### DATA RECORDS
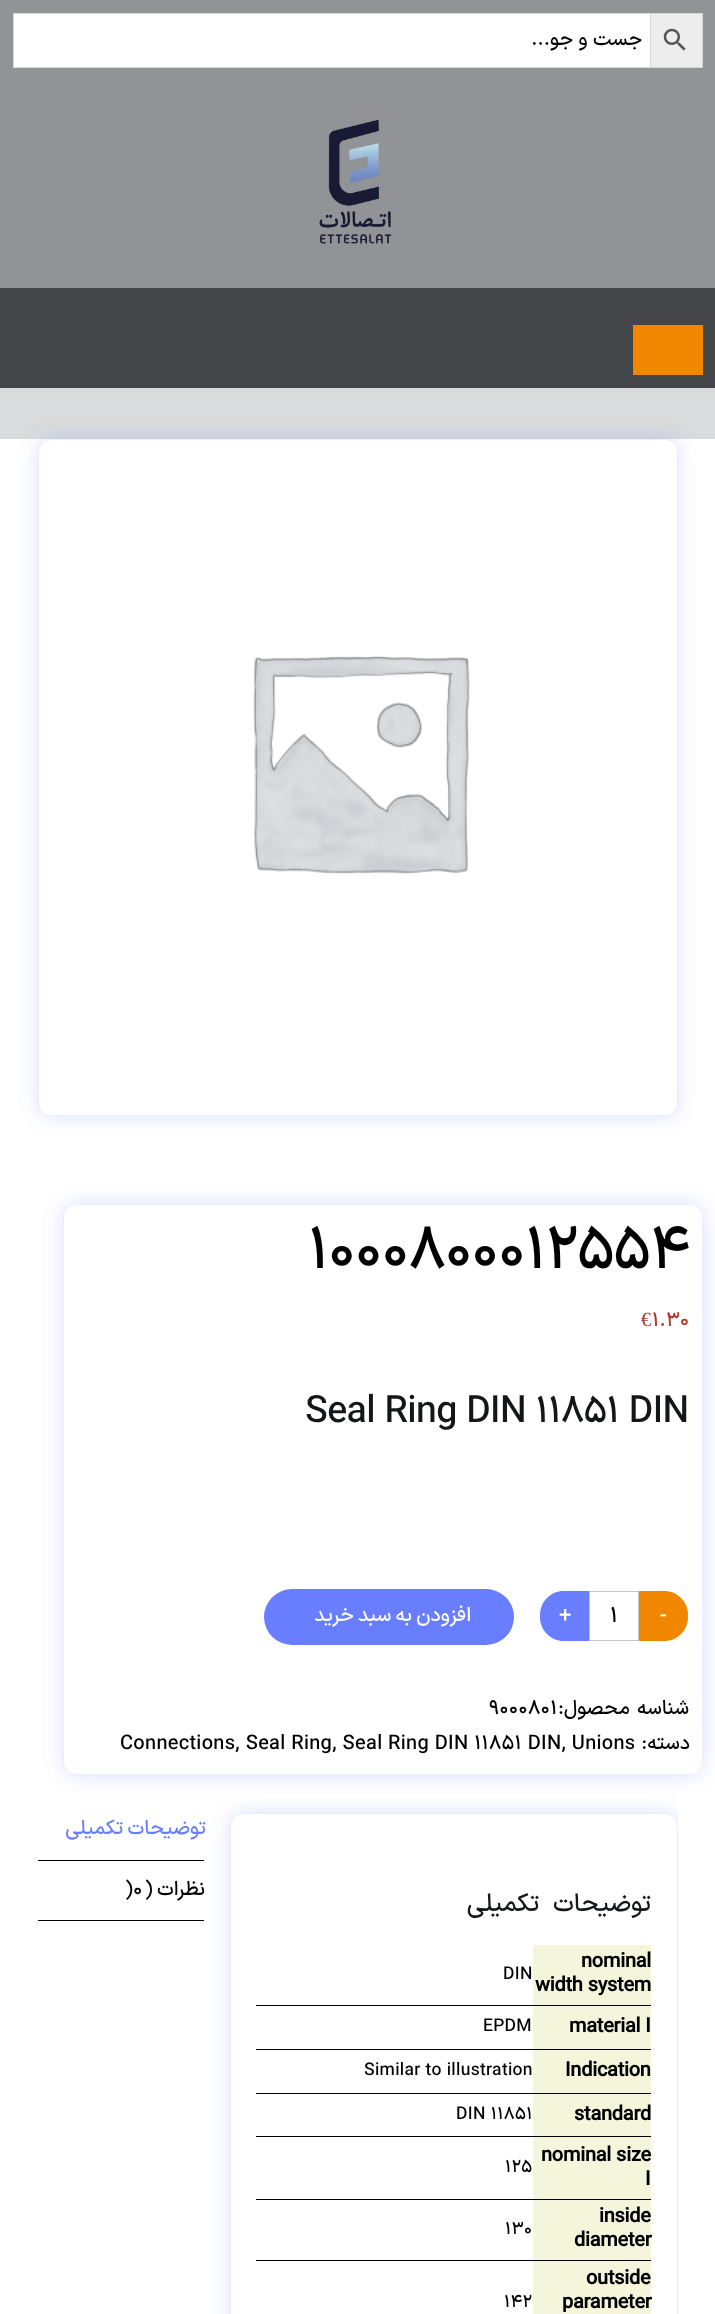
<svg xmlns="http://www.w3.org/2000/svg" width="715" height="2314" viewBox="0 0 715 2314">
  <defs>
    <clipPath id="clip1"><path d="M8 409H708V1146H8ZM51 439H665C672 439 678 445 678 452V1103C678 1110 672 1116 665 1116H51C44 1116 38 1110 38 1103V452C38 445 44 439 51 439Z" clip-rule="evenodd"/></clipPath>
    <filter id="blur1" x="-50%" y="-200%" width="200%" height="500%"><feGaussianBlur stdDeviation="9.5"/></filter>
    <clipPath id="clip2"><path d="M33 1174H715V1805H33ZM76 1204H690C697 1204 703 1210 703 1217V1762C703 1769 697 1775 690 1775H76C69 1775 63 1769 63 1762V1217C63 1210 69 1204 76 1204Z" clip-rule="evenodd"/></clipPath>
    <clipPath id="clip3"><rect x="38" y="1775" width="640" height="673"/></clipPath>
    <clipPath id="clip4"><path d="M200 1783H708V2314H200ZM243 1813H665C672 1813 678 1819 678 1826V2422C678 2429 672 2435 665 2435H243C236 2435 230 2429 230 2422V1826C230 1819 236 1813 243 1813Z" clip-rule="evenodd"/></clipPath>
  </defs>
  <rect width="100%" height="100%" fill="#ffffff"/>
  <rect x="0" y="0" width="715" height="288" fill="#919396"/>
  <rect x="650.5" y="13.5" width="52" height="54" fill="#ededed" stroke="#d8d8d8"/>
  <rect x="13.5" y="13.5" width="637" height="54" fill="#ffffff" stroke="#d8d8d8"/>
  <text x="642" y="45" font-family="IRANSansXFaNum" font-size="20" font-weight="500" direction="rtl" fill="#000000">جست و جو...</text>
  <image x="663" y="28" width="23" height="23" href="img1.png"/>
  <image x="319" y="119" width="73" height="125" href="img2.png"/>
  <rect x="0" y="288" width="715" height="100" fill="#434549"/>
  <rect x="633" y="325" width="70" height="50" fill="#f18701"/>
  <rect x="0" y="388" width="715" height="51" fill="#d9dbdc"/>
  <g clip-path="url(#clip1)">
    <rect x="38" y="439" width="640" height="677" rx="13" fill="#687eff" fill-opacity="0.25" filter="url(#blur1)"/>
  </g>
  <rect x="38.5" y="439.5" width="639" height="676" rx="12.5" fill="none" stroke="#687eff" stroke-opacity="0.13"/>
  <image x="253" y="656" width="217" height="218" href="img3.png"/>
  <g clip-path="url(#clip2)">
    <rect x="63" y="1204" width="640" height="571" rx="13" fill="#687eff" fill-opacity="0.25" filter="url(#blur1)"/>
  </g>
  <rect x="63.5" y="1204.5" width="639" height="570" rx="12.5" fill="none" stroke="#687eff" stroke-opacity="0.13"/>
  <text x="308" y="1268" font-family="IRANSansXFaNum" font-size="60" font-weight="500" letter-spacing="-0.9" fill="#000000">1000800012554</text>
  <text x="641" y="1326" font-family="Liberation Serif" font-size="20" letter-spacing="0.3" fill="#ac3931">€</text>
  <text x="652" y="1326" font-family="IRANSansXFaNum" font-size="20" font-weight="500" letter-spacing="0.3" fill="#ac3931">1.30</text>
  <text x="305" y="1422" font-family="IRANSansXFaNum" font-size="37.5" font-weight="500" letter-spacing="-0.6" fill="#141617">Seal Ring DIN 11851 DIN</text>
  <rect x="264" y="1589" width="250" height="56" rx="28" fill="#687eff"/>
  <text x="471" y="1621" word-spacing="-1" font-family="IRANSansXFaNum" font-size="20" font-weight="500" letter-spacing="0.3" direction="rtl" fill="#ffffff">افزودن به سبد خرید</text>
  <path d="M564 1591H589V1641H564C550.5 1641 540 1630.5 540 1617V1615C540 1601.5 550.5 1591 564 1591Z" fill="#687eff"/>
  <text x="559" y="1622" font-family="IRANSansXFaNum" font-size="22" font-weight="500" fill="#ffffff">+</text>
  <rect x="589.5" y="1591.5" width="49" height="49" fill="none" stroke="#c7c7c7"/>
  <text x="610" y="1622" font-family="IRANSansXFaNum" font-size="22" font-weight="500" fill="#000000">1</text>
  <path d="M639 1591H664C677.5 1591 688 1601.5 688 1615V1617C688 1630.5 677.5 1641 664 1641H639Z" fill="#f18701"/>
  <text x="660" y="1622" font-family="IRANSansXFaNum" font-size="22" font-weight="500" fill="#ffffff">-</text>
  <text x="489" y="1714" font-family="IRANSansXFaNum" font-size="20" font-weight="500" letter-spacing="0.3" fill="#000000">9000801</text>
  <text x="689" y="1714" word-spacing="2" font-family="IRANSansXFaNum" font-size="20" font-weight="500" letter-spacing="0.3" direction="rtl" fill="#000000">شناسه محصول:</text>
  <text x="120" y="1749" font-family="IRANSansXFaNum" font-size="20" font-weight="500" letter-spacing="0.3" fill="#000000">Connections, Seal Ring, Seal Ring DIN 11851 DIN, Unions</text>
  <text x="690" y="1749" font-family="IRANSansXFaNum" font-size="20" font-weight="500" letter-spacing="0.3" direction="rtl" fill="#000000">دسته:</text>
  <rect x="38" y="1860" width="166" height="1" fill="#000000"/>
  <text x="206" y="1834" word-spacing="-1" font-family="IRANSansXFaNum" font-size="20" font-weight="500" letter-spacing="0.3" direction="rtl" fill="#687eff">توضیحات تکمیلی</text>
  <rect x="38" y="1920" width="166" height="1" fill="#000000"/>
  <text x="125" y="1895" font-family="IRANSansXFaNum" font-size="20" font-weight="500" letter-spacing="0.3" fill="#000000">)0</text>
  <text x="205" y="1895" word-spacing="-1" font-family="IRANSansXFaNum" font-size="20" font-weight="500" letter-spacing="0.3" direction="rtl" fill="#000000">نظرات (</text>
  <g clip-path="url(#clip3)">
    <g clip-path="url(#clip4)">
      <rect x="230" y="1813" width="448" height="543" rx="13" fill="#687eff" fill-opacity="0.25" filter="url(#blur1)"/>
    </g>
  </g>
  <rect x="230.5" y="1813.5" width="447" height="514" rx="12.5" fill="none" stroke="#687eff" stroke-opacity="0.13"/>
  <text x="651" y="1911" word-spacing="7" font-family="IRANSansXFaNum" font-size="25" font-weight="500" letter-spacing="-0.4" direction="rtl" fill="#141617">توضیحات تکمیلی</text>
  <rect x="256" y="2005" width="395" height="1" fill="#000000"/>
  <text x="503" y="1979" font-family="IRANSansXFaNum" font-size="17.5" font-weight="500" letter-spacing="0.3" fill="#000000">DIN</text>
  <rect x="533" y="1945" width="118" height="60" fill="#f5f5dc"/>
  <text x="581" y="1967" font-family="IRANSansXFaNum" font-size="20" font-weight="bold" letter-spacing="-0.25" fill="#000000">nominal</text>
  <text x="535" y="1991" font-family="IRANSansXFaNum" font-size="20" font-weight="bold" letter-spacing="-0.25" fill="#000000">width system</text>
  <rect x="256" y="2049" width="395" height="1" fill="#000000"/>
  <text x="483" y="2031" font-family="IRANSansXFaNum" font-size="17.5" font-weight="500" letter-spacing="0.3" fill="#000000">EPDM</text>
  <rect x="533" y="2006" width="118" height="43" fill="#f5f5dc"/>
  <text x="569" y="2032" font-family="IRANSansXFaNum" font-size="20" font-weight="bold" letter-spacing="-0.25" fill="#000000">material I</text>
  <rect x="256" y="2093" width="395" height="1" fill="#000000"/>
  <text x="364" y="2075" font-family="IRANSansXFaNum" font-size="17.5" font-weight="500" letter-spacing="0.3" fill="#000000">Similar to illustration</text>
  <rect x="533" y="2050" width="118" height="43" fill="#f5f5dc"/>
  <text x="565" y="2076" font-family="IRANSansXFaNum" font-size="20" font-weight="bold" letter-spacing="-0.25" fill="#000000">Indication</text>
  <rect x="533" y="2094" width="118" height="105" fill="#f5f5dc"/>
  <rect x="256" y="2136" width="395" height="1" fill="#000000"/>
  <text x="456" y="2119" font-family="IRANSansXFaNum" font-size="17.5" font-weight="500" letter-spacing="0.3" fill="#000000">DIN 11851</text>
  <text x="574" y="2120" font-family="IRANSansXFaNum" font-size="20" font-weight="bold" letter-spacing="-0.25" fill="#000000">standard</text>
  <rect x="256" y="2199" width="395" height="1" fill="#000000"/>
  <text x="505" y="2172" font-family="IRANSansXFaNum" font-size="17.5" font-weight="500" letter-spacing="0.3" fill="#000000">125</text>
  <text x="541" y="2161" font-family="IRANSansXFaNum" font-size="20" font-weight="bold" letter-spacing="-0.25" fill="#000000">nominal size</text>
  <text x="645" y="2185" font-family="IRANSansXFaNum" font-size="20" font-weight="bold" letter-spacing="-0.25" fill="#000000">I</text>
  <rect x="256" y="2260" width="395" height="1" fill="#000000"/>
  <text x="505" y="2234" font-family="IRANSansXFaNum" font-size="17.5" font-weight="500" letter-spacing="0.3" fill="#000000">130</text>
  <rect x="533" y="2200" width="118" height="60" fill="#f5f5dc"/>
  <text x="599" y="2222" font-family="IRANSansXFaNum" font-size="20" font-weight="bold" letter-spacing="-0.25" fill="#000000">inside</text>
  <text x="574" y="2246" font-family="IRANSansXFaNum" font-size="20" font-weight="bold" letter-spacing="-0.25" fill="#000000">diameter</text>
  <text x="504" y="2307" font-family="IRANSansXFaNum" font-size="17.5" font-weight="500" letter-spacing="0.3" fill="#000000">142</text>
  <rect x="533" y="2261" width="118" height="53" fill="#f5f5dc"/>
  <text x="586" y="2284" font-family="IRANSansXFaNum" font-size="20" font-weight="bold" letter-spacing="-0.25" fill="#000000">outside</text>
  <text x="562" y="2308" font-family="IRANSansXFaNum" font-size="20" font-weight="bold" letter-spacing="-0.25" fill="#000000">parameter</text>
</svg>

### YOUR OBJECTIVE
In the records above, find the lines containing "image" and copy them.

### ANSWER BOX
  <image x="663" y="28" width="23" height="23" href="img1.png"/>
  <image x="319" y="119" width="73" height="125" href="img2.png"/>
  <image x="253" y="656" width="217" height="218" href="img3.png"/>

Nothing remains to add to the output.